- Interactive map of South Dongting Lake
- Location: Yueyang, Xiangyin County, Hunan
- Coordinates: 28°49′19″N 112°40′44″E﻿ / ﻿28.822°N 112.679°E
- Type: Lake
- River sources: Haozhu River
- Basin countries: China
- Designation: Protected
- Surface area: 168,000 hectares (1,680 km^{2})
- Average depth: 6.39 metres (21.0 ft)
- Max. depth: 30.8 metres (101 ft)
- Surface elevation: 33 metres (108 ft)

Ramsar Wetland
- Official name: Nan Dongting Wetland and Waterfowl Nature Reserve
- Designated: 11 January 2002
- Reference no.: 1151

= South Dongting Lake =

Lake in Hunan, China

South Dongting Lake (南洞庭湖), also known as The Pearl of the Yangtze River, is a large freshwater lake located in the north of the province of Hunan, China, in the Dongting Lake region.

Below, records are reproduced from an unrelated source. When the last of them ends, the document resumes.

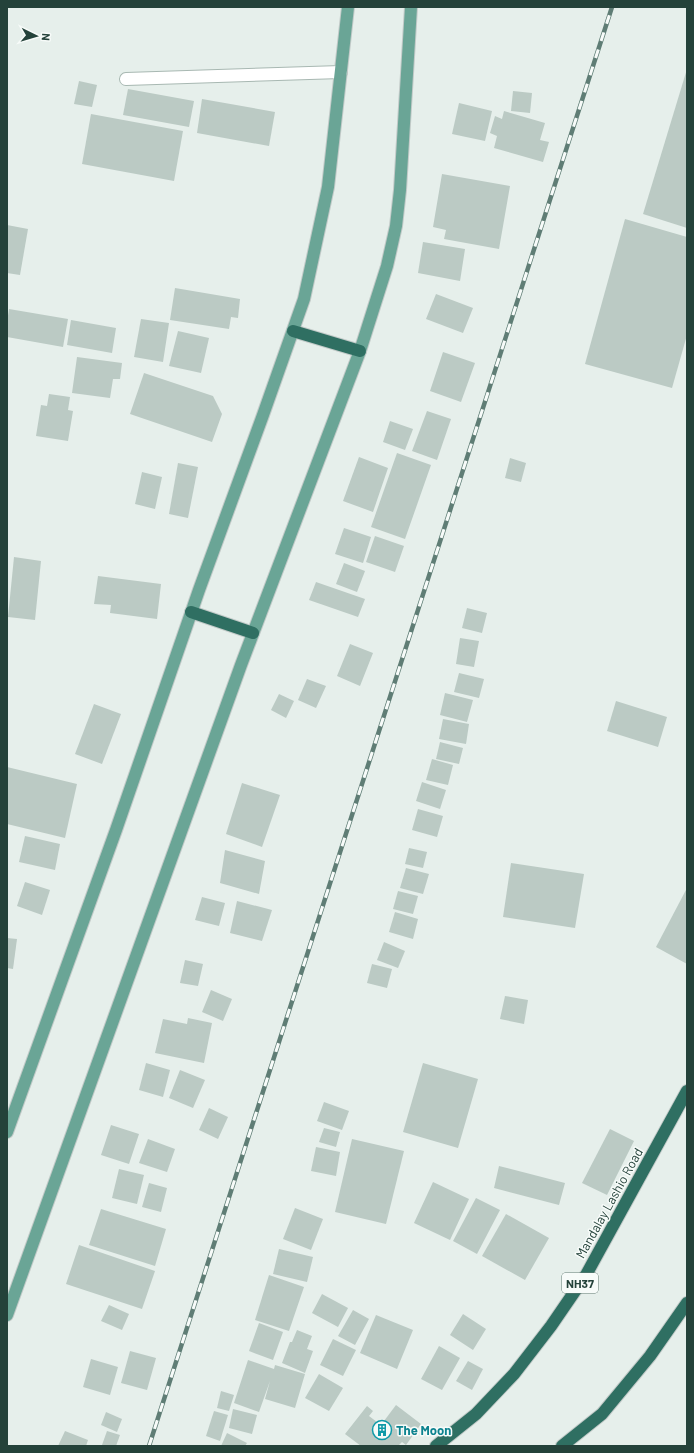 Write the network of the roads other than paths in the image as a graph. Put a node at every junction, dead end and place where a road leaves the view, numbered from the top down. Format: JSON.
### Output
{"nodes":[{"id":1,"x":348,"y":7,"type":"edge"},
{"id":2,"x":411,"y":7,"type":"edge"},
{"id":3,"x":341,"y":72,"type":"junction"},
{"id":4,"x":126,"y":79,"type":"dead end"},
{"id":5,"x":293,"y":331,"type":"junction"},
{"id":6,"x":360,"y":351,"type":"junction"},
{"id":7,"x":191,"y":612,"type":"junction"},
{"id":8,"x":253,"y":633,"type":"junction"},
{"id":9,"x":687,"y":1091,"type":"edge"},
{"id":10,"x":7,"y":1132,"type":"edge"},
{"id":11,"x":687,"y":1303,"type":"edge"},
{"id":12,"x":7,"y":1315,"type":"edge"},
{"id":13,"x":436,"y":1446,"type":"edge"},
{"id":14,"x":562,"y":1446,"type":"edge"}],
"edges":[{"from":1,"to":3,"type":"main road"},
{"from":2,"to":6,"type":"main road"},
{"from":3,"to":4,"type":"street"},
{"from":3,"to":5,"type":"main road"},
{"from":5,"to":6,"type":"highway"},
{"from":5,"to":7,"type":"main road"},
{"from":6,"to":8,"type":"main road"},
{"from":7,"to":8,"type":"highway"},
{"from":7,"to":10,"type":"main road"},
{"from":8,"to":12,"type":"main road"},
{"from":9,"to":13,"type":"highway","name":"Mandalay Lashio Road","number":"NH37"},
{"from":11,"to":14,"type":"highway"}]} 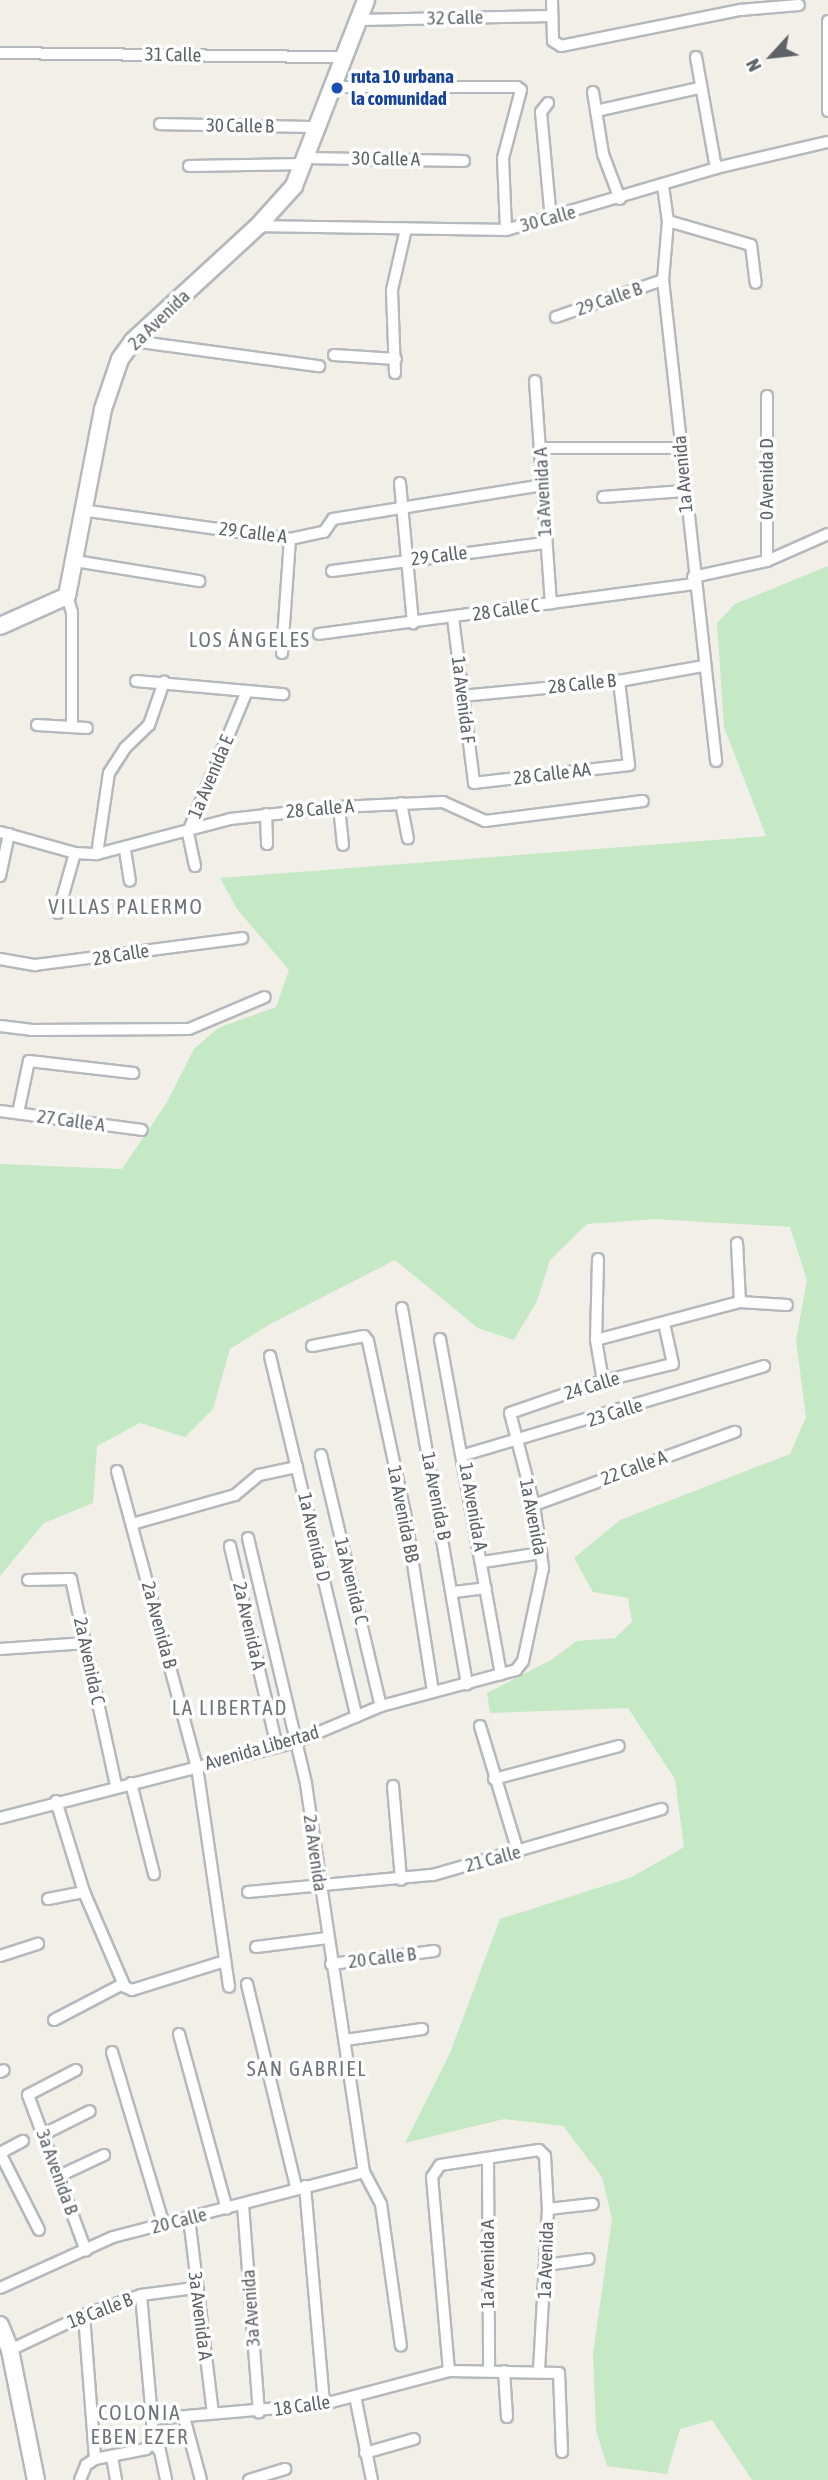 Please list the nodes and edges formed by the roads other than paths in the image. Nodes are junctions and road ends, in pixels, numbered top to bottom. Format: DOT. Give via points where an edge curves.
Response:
graph roads {
  1 [pos="366,0"];
  2 [pos="552,0"];
  3 [pos="739,5"];
  4 [pos="799,5"];
  5 [pos="551,16"];
  6 [pos="359,20"];
  7 [pos="828,20"];
  8 [pos="0,53"];
  9 [pos="346,57"];
  10 [pos="696,57"];
  11 [pos="333,87"];
  12 [pos="699,88"];
  13 [pos="593,93"];
  14 [pos="548,103"];
  15 [pos="596,111"];
  16 [pos="828,111"];
  17 [pos="160,124"];
  18 [pos="320,127"];
  19 [pos="828,142"];
  20 [pos="306,161"];
  21 [pos="464,161"];
  22 [pos="189,166"];
  23 [pos="716,168"];
  24 [pos="663,186"];
  25 [pos="620,198"];
  26 [pos="551,220"];
  27 [pos="668,221"];
  28 [pos="258,226"];
  29 [pos="406,229"];
  30 [pos="506,230"];
  31 [pos="663,280"];
  32 [pos="756,283"];
  33 [pos="556,317"];
  34 [pos="133,341"];
  35 [pos="334,355"];
  36 [pos="396,359"];
  37 [pos="319,366"];
  38 [pos="395,373"];
  39 [pos="535,381"];
  40 [pos="767,396"];
  41 [pos="540,448"];
  42 [pos="682,448"];
  43 [pos="400,482"];
  44 [pos="542,485"];
  45 [pos="684,491"];
  46 [pos="603,497"];
  47 [pos="400,508"];
  48 [pos="81,510"];
  49 [pos="828,534"];
  50 [pos="290,539"];
  51 [pos="546,543"];
  52 [pos="406,560"];
  53 [pos="75,561"];
  54 [pos="767,561"];
  55 [pos="332,571"];
  56 [pos="694,580"];
  57 [pos="199,582"];
  58 [pos="67,596"];
  59 [pos="551,603"];
  60 [pos="453,618"];
  61 [pos="413,623"];
  62 [pos="0,626"];
  63 [pos="319,634"];
  64 [pos="282,653"];
  65 [pos="703,666"];
  66 [pos="136,681"];
  67 [pos="619,681"];
  68 [pos="164,682"];
  69 [pos="247,691"];
  70 [pos="283,694"];
  71 [pos="461,695"];
  72 [pos="37,725"];
  73 [pos="72,727"];
  74 [pos="87,728"];
  75 [pos="716,761"];
  76 [pos="474,783"];
  77 [pos="643,801"];
  78 [pos="401,803"];
  79 [pos="339,807"];
  80 [pos="266,814"];
  81 [pos="188,832"];
  82 [pos="5,833"];
  83 [pos="408,838"];
  84 [pos="267,844"];
  85 [pos="343,845"];
  86 [pos="125,850"];
  87 [pos="75,853"];
  88 [pos="97,854"];
  89 [pos="195,866"];
  90 [pos="0,876"];
  91 [pos="130,881"];
  92 [pos="58,913"];
  93 [pos="242,938"];
  94 [pos="0,959"];
  95 [pos="265,997"];
  96 [pos="0,1026"];
  97 [pos="133,1073"];
  98 [pos="0,1111"];
  99 [pos="18,1113"];
  100 [pos="142,1130"];
  101 [pos="737,1243"];
  102 [pos="598,1259"];
  103 [pos="740,1302"];
  104 [pos="787,1305"];
  105 [pos="402,1308"];
  106 [pos="664,1323"];
  107 [pos="440,1339"];
  108 [pos="596,1340"];
  109 [pos="312,1346"];
  110 [pos="270,1356"];
  111 [pos="764,1366"];
  112 [pos="603,1381"];
  113 [pos="512,1410"];
  114 [pos="735,1432"];
  115 [pos="517,1442"];
  116 [pos="321,1455"];
  117 [pos="464,1455"];
  118 [pos="297,1467"];
  119 [pos="117,1471"];
  120 [pos="534,1504"];
  121 [pos="132,1524"];
  122 [pos="248,1538"];
  123 [pos="230,1546"];
  124 [pos="541,1553"];
  125 [pos="484,1562"];
  126 [pos="28,1580"];
  127 [pos="486,1588"];
  128 [pos="454,1592"];
  129 [pos="86,1643"];
  130 [pos="0,1649"];
  131 [pos="520,1666"];
  132 [pos="500,1675"];
  133 [pos="467,1684"];
  134 [pos="433,1691"];
  135 [pos="382,1706"];
  136 [pos="357,1717"];
  137 [pos="480,1726"];
  138 [pos="296,1742"];
  139 [pos="619,1746"];
  140 [pos="277,1747"];
  141 [pos="197,1767"];
  142 [pos="494,1779"];
  143 [pos="131,1783"];
  144 [pos="116,1786"];
  145 [pos="393,1786"];
  146 [pos="56,1801"];
  147 [pos="662,1809"];
  148 [pos="0,1818"];
  149 [pos="518,1852"];
  150 [pos="154,1874"];
  151 [pos="401,1880"];
  152 [pos="319,1886"];
  153 [pos="84,1892"];
  154 [pos="248,1892"];
  155 [pos="48,1899"];
  156 [pos="327,1938"];
  157 [pos="38,1944"];
  158 [pos="256,1947"];
  159 [pos="434,1951"];
  160 [pos="0,1956"];
  161 [pos="222,1962"];
  162 [pos="331,1964"];
  163 [pos="247,1984"];
  164 [pos="126,1987"];
  165 [pos="229,1987"];
  166 [pos="54,2020"];
  167 [pos="422,2029"];
  168 [pos="179,2034"];
  169 [pos="345,2040"];
  170 [pos="113,2052"];
  171 [pos="76,2070"];
  172 [pos="90,2111"];
  173 [pos="44,2134"];
  174 [pos="23,2141"];
  175 [pos="0,2153"];
  176 [pos="104,2155"];
  177 [pos="488,2159"];
  178 [pos="364,2172"];
  179 [pos="57,2177"];
  180 [pos="300,2187"];
  181 [pos="593,2204"];
  182 [pos="243,2205"];
  183 [pos="227,2209"];
  184 [pos="548,2209"];
  185 [pos="189,2218"];
  186 [pos="163,2225"];
  187 [pos="38,2230"];
  188 [pos="86,2251"];
  189 [pos="589,2259"];
  190 [pos="546,2265"];
  191 [pos="0,2288"];
  192 [pos="195,2288"];
  193 [pos="141,2295"];
  194 [pos="84,2315"];
  195 [pos="0,2325"];
  196 [pos="401,2346"];
  197 [pos="10,2350"];
  198 [pos="489,2370"];
  199 [pos="539,2370"];
  200 [pos="449,2371"];
  201 [pos="504,2371"];
  202 [pos="355,2396"];
  203 [pos="324,2404"];
  204 [pos="259,2412"];
  205 [pos="213,2413"];
  206 [pos="184,2417"];
  207 [pos="507,2417"];
  208 [pos="152,2419"];
  209 [pos="414,2439"];
  210 [pos="152,2443"];
  211 [pos="562,2452"];
  212 [pos="365,2453"];
  213 [pos="112,2457"];
  214 [pos="96,2459"];
  215 [pos="285,2469"];
  216 [pos="36,2480"];
  217 [pos="80,2480"];
  218 [pos="116,2480"];
  219 [pos="166,2480"];
  220 [pos="201,2480"];
  221 [pos="249,2480"];
  222 [pos="372,2480"];
  1 -- 6 [label="street, 2a Avenida"];
  2 -- 5 [label="street"];
  3 -- 4 [label="street"];
  3 -- 5 [label="street" via="555,46"];
  5 -- 6 [label="street, 32 Calle"];
  6 -- 9 [label="street, 2a Avenida"];
  7 -- 16 [label="street"];
  8 -- 9 [label="street, 31 Calle"];
  9 -- 11 [label="street, 2a Avenida"];
  10 -- 12 [label="street"];
  11 -- 18 [label="street, 2a Avenida"];
  11 -- 30 [label="street" via="521,90 503,158"];
  12 -- 15 [label="street"];
  12 -- 23 [label="street"];
  13 -- 15 [label="street"];
  14 -- 26 [label="street" via="541,112"];
  15 -- 25 [label="street" via="603,154"];
  17 -- 18 [label="street, 30 Calle B"];
  18 -- 20 [label="street, 2a Avenida"];
  19 -- 23 [label="street, 30 Calle"];
  20 -- 21 [label="street, 30 Calle A"];
  20 -- 22 [label="street, 30 Calle A"];
  20 -- 28 [label="street, 2a Avenida" via="294,186"];
  23 -- 24 [label="street, 30 Calle"];
  24 -- 25 [label="street, 30 Calle"];
  24 -- 27 [label="street, 1a Avenida"];
  25 -- 26 [label="street, 30 Calle"];
  26 -- 30 [label="street, 30 Calle"];
  27 -- 31 [label="street, 1a Avenida"];
  27 -- 32 [label="street" via="751,245"];
  28 -- 29 [label="street, 30 Calle"];
  28 -- 34 [label="street, 2a Avenida"];
  29 -- 30 [label="street, 30 Calle"];
  29 -- 36 [label="street" via="392,290"];
  31 -- 33 [label="street, 29 Calle B"];
  31 -- 42 [label="street, 1a Avenida"];
  34 -- 37 [label="street"];
  34 -- 48 [label="street, 2a Avenida" via="120,359 103,409"];
  35 -- 36 [label="street"];
  36 -- 38 [label="street"];
  39 -- 41 [label="street, 1a Avenida A"];
  40 -- 54 [label="street, 0 Avenida D"];
  41 -- 42 [label="street"];
  41 -- 44 [label="street, 1a Avenida A"];
  42 -- 45 [label="street, 1a Avenida"];
  43 -- 47 [label="street"];
  44 -- 47 [label="street, 29 Calle A"];
  44 -- 51 [label="street, 1a Avenida A"];
  45 -- 46 [label="street"];
  45 -- 56 [label="street, 1a Avenida"];
  47 -- 50 [label="street, 29 Calle A" via="333,519 324,532"];
  47 -- 52 [label="street"];
  48 -- 50 [label="street, 29 Calle A"];
  48 -- 53 [label="street, 2a Avenida"];
  49 -- 54 [label="street, 28 Calle C"];
  50 -- 64 [label="street"];
  51 -- 52 [label="street, 29 Calle"];
  51 -- 59 [label="street, 1a Avenida A"];
  52 -- 55 [label="street, 29 Calle"];
  52 -- 61 [label="street"];
  53 -- 57 [label="street"];
  53 -- 58 [label="street, 2a Avenida"];
  54 -- 56 [label="street, 28 Calle C"];
  56 -- 59 [label="street, 28 Calle C"];
  56 -- 65 [label="street, 1a Avenida"];
  58 -- 62 [label="street"];
  58 -- 73 [label="street, 2a Avenida" via="72,612"];
  59 -- 60 [label="street, 28 Calle C"];
  60 -- 61 [label="street, 28 Calle C"];
  60 -- 71 [label="street, 1a Avenida F"];
  61 -- 63 [label="street, 28 Calle C"];
  65 -- 67 [label="street, 28 Calle B"];
  65 -- 75 [label="street, 1a Avenida"];
  66 -- 68 [label="street"];
  67 -- 71 [label="street, 28 Calle B"];
  67 -- 76 [label="street, 28 Calle AA" via="629,765"];
  68 -- 69 [label="street"];
  68 -- 88 [label="street" via="149,725 120,754 109,773"];
  69 -- 70 [label="street"];
  69 -- 81 [label="street, 1a Avenida E"];
  71 -- 76 [label="street, 1a Avenida F"];
  72 -- 73 [label="street"];
  73 -- 74 [label="street"];
  77 -- 78 [label="street, 28 Calle A" via="485,821 443,803"];
  78 -- 79 [label="street, 28 Calle A"];
  78 -- 83 [label="street"];
  79 -- 80 [label="street, 28 Calle A"];
  79 -- 85 [label="street"];
  80 -- 81 [label="street, 28 Calle A"];
  80 -- 84 [label="street"];
  81 -- 86 [label="street, 28 Calle A"];
  81 -- 89 [label="street, 1a Avenida E"];
  82 -- 87 [label="street, 28 Calle A"];
  82 -- 90 [label="street"];
  86 -- 88 [label="street, 28 Calle A"];
  86 -- 91 [label="street"];
  87 -- 88 [label="street, 28 Calle A"];
  87 -- 92 [label="street"];
  93 -- 94 [label="street, 28 Calle" via="35,965"];
  95 -- 96 [label="street" via="189,1029 31,1030"];
  97 -- 99 [label="street" via="29,1061"];
  98 -- 99 [label="street, 27 Calle A"];
  99 -- 100 [label="street, 27 Calle A"];
  101 -- 103 [label="street"];
  102 -- 108 [label="street"];
  103 -- 104 [label="street"];
  103 -- 106 [label="street"];
  105 -- 128 [label="street, 1a Avenida B"];
  106 -- 108 [label="street"];
  106 -- 112 [label="street, 24 Calle" via="673,1364"];
  107 -- 117 [label="street, 1a Avenida A"];
  108 -- 112 [label="street"];
  109 -- 134 [label="street, 1a Avenida BB" via="367,1338 406,1519"];
  110 -- 118 [label="street, 1a Avenida D"];
  111 -- 115 [label="street, 23 Calle"];
  112 -- 113 [label="street, 24 Calle"];
  113 -- 115 [label="street, 1a Avenida"];
  114 -- 120 [label="street, 22 Calle A"];
  115 -- 117 [label="street, 23 Calle"];
  115 -- 120 [label="street, 1a Avenida"];
  116 -- 135 [label="street, 1a Avenida C"];
  117 -- 125 [label="street, 1a Avenida A"];
  118 -- 121 [label="street" via="259,1475 235,1496"];
  118 -- 136 [label="street, 1a Avenida D"];
  119 -- 121 [label="street, 2a Avenida B"];
  120 -- 124 [label="street, 1a Avenida"];
  121 -- 141 [label="street, 2a Avenida B"];
  122 -- 138 [label="street, 2a Avenida"];
  123 -- 140 [label="street, 2a Avenida A"];
  124 -- 125 [label="street"];
  124 -- 131 [label="street, 1a Avenida" via="542,1576"];
  125 -- 127 [label="street, 1a Avenida A"];
  126 -- 129 [label="street, 2a Avenida C" via="68,1576"];
  127 -- 128 [label="street"];
  127 -- 132 [label="street, 1a Avenida A"];
  128 -- 133 [label="street, 1a Avenida B"];
  129 -- 130 [label="street"];
  129 -- 144 [label="street, 2a Avenida C"];
  131 -- 132 [label="street, Avenida Libertad"];
  132 -- 133 [label="street, Avenida Libertad"];
  133 -- 134 [label="street, Avenida Libertad"];
  134 -- 135 [label="street, Avenida Libertad"];
  135 -- 136 [label="street, Avenida Libertad"];
  136 -- 138 [label="street, Avenida Libertad"];
  137 -- 142 [label="street"];
  138 -- 140 [label="street, Avenida Libertad"];
  138 -- 152 [label="street, 2a Avenida"];
  139 -- 142 [label="street"];
  140 -- 141 [label="street, Avenida Libertad"];
  141 -- 143 [label="street, Avenida Libertad"];
  141 -- 161 [label="street, 2a Avenida B"];
  142 -- 149 [label="street"];
  143 -- 144 [label="street, Avenida Libertad"];
  143 -- 150 [label="street"];
  144 -- 146 [label="street, Avenida Libertad"];
  145 -- 151 [label="street"];
  146 -- 148 [label="street, Avenida Libertad"];
  146 -- 153 [label="street"];
  147 -- 149 [label="street, 21 Calle"];
  149 -- 151 [label="street, 21 Calle"];
  151 -- 152 [label="street, 21 Calle"];
  152 -- 154 [label="street, 21 Calle"];
  152 -- 156 [label="street, 2a Avenida"];
  153 -- 155 [label="street"];
  153 -- 164 [label="street"];
  156 -- 158 [label="street"];
  156 -- 162 [label="street, 2a Avenida"];
  157 -- 160 [label="street"];
  159 -- 162 [label="street, 20 Calle B"];
  161 -- 164 [label="street"];
  161 -- 165 [label="street, 2a Avenida B"];
  162 -- 169 [label="street, 2a Avenida"];
  163 -- 180 [label="street"];
  164 -- 166 [label="street"];
  167 -- 169 [label="street"];
  168 -- 183 [label="street"];
  169 -- 178 [label="street, 2a Avenida"];
  170 -- 186 [label="street"];
  171 -- 173 [label="street, 3a Avenida B" via="28,2093"];
  172 -- 173 [label="street"];
  173 -- 179 [label="street, 3a Avenida B"];
  174 -- 175 [label="street"];
  175 -- 187 [label="street"];
  176 -- 179 [label="street"];
  177 -- 184 [label="street, 1a Avenida" via="543,2151"];
  177 -- 198 [label="street, 1a Avenida A"];
  177 -- 200 [label="street" via="436,2167 431,2205"];
  178 -- 180 [label="street, 20 Calle"];
  178 -- 196 [label="street, 2a Avenida" via="381,2204"];
  179 -- 188 [label="street, 3a Avenida B"];
  180 -- 182 [label="street, 20 Calle"];
  180 -- 203 [label="street"];
  181 -- 184 [label="street"];
  182 -- 183 [label="street, 20 Calle"];
  182 -- 204 [label="street, 3a Avenida"];
  183 -- 185 [label="street, 20 Calle"];
  184 -- 190 [label="street, 1a Avenida"];
  185 -- 186 [label="street, 20 Calle"];
  185 -- 192 [label="street, 3a Avenida A"];
  186 -- 188 [label="street, 20 Calle" via="113,2237"];
  188 -- 191 [label="street, 20 Calle"];
  189 -- 190 [label="street"];
  190 -- 199 [label="street, 1a Avenida"];
  192 -- 193 [label="street, 18 Calle B"];
  192 -- 205 [label="street, 3a Avenida A"];
  193 -- 194 [label="street, 18 Calle B"];
  193 -- 208 [label="street"];
  194 -- 197 [label="street, 18 Calle B"];
  194 -- 214 [label="street"];
  195 -- 197 [label="street"];
  197 -- 216 [label="street"];
  198 -- 200 [label="street, 18 Calle"];
  198 -- 201 [label="street, 18 Calle"];
  199 -- 201 [label="street, 18 Calle"];
  199 -- 211 [label="street, 18 Calle" via="560,2374"];
  200 -- 202 [label="street, 18 Calle"];
  201 -- 207 [label="street"];
  202 -- 203 [label="street, 18 Calle"];
  202 -- 212 [label="street"];
  203 -- 204 [label="street, 18 Calle"];
  204 -- 205 [label="street, 18 Calle"];
  205 -- 206 [label="street, 18 Calle"];
  206 -- 208 [label="street, 18 Calle"];
  206 -- 220 [label="street"];
  208 -- 210 [label="street"];
  209 -- 212 [label="street"];
  210 -- 213 [label="street" via="138,2452"];
  210 -- 219 [label="street" via="160,2451"];
  212 -- 222 [label="street"];
  213 -- 214 [label="street"];
  213 -- 218 [label="street"];
  214 -- 217 [label="street" via="86,2465"];
  215 -- 221 [label="street"];
}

The South Dongting Lake occupies approximately one-eighth of the total combined area of all wetlands in the world. The lake is internationally regarded as an important wetland and has been designated as a protected Ramsar site since 2002.

==Geography==
South Dongting Lake is located in the southwest of Dongting Lake, with an area of 168000 ha. It has the characteristics of wetland with water immersion as lake and water falling as oasis.